* _DIRECTIONS FOR THIS TASK_
Would you show every line from the records that holds "junction"?

------------------------------------------------

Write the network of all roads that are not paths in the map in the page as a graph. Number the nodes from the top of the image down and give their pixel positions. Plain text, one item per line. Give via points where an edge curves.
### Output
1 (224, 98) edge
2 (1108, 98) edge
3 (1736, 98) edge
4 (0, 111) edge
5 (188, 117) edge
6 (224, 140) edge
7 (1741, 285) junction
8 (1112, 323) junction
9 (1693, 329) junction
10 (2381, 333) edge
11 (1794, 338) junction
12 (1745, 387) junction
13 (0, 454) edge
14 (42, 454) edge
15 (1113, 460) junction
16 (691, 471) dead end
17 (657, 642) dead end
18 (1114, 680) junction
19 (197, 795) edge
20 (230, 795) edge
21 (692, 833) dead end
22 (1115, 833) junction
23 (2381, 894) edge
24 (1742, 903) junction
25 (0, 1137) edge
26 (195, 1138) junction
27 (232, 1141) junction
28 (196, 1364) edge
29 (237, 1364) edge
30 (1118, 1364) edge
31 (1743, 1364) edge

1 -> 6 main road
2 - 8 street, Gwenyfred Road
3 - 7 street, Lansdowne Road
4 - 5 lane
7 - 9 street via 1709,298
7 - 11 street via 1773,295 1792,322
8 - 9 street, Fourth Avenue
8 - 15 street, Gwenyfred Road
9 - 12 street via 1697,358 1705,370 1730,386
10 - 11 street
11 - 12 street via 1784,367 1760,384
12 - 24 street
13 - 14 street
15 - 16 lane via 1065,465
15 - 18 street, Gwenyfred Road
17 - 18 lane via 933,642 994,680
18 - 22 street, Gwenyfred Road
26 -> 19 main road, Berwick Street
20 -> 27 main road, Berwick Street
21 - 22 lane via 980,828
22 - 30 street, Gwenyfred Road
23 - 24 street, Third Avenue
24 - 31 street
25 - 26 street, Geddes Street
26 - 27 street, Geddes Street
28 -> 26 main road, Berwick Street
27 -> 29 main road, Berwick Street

------------------------------------------------

* _WRITTEN ANSWER_
7 (1741, 285) junction
8 (1112, 323) junction
9 (1693, 329) junction
11 (1794, 338) junction
12 (1745, 387) junction
15 (1113, 460) junction
18 (1114, 680) junction
22 (1115, 833) junction
24 (1742, 903) junction
26 (195, 1138) junction
27 (232, 1141) junction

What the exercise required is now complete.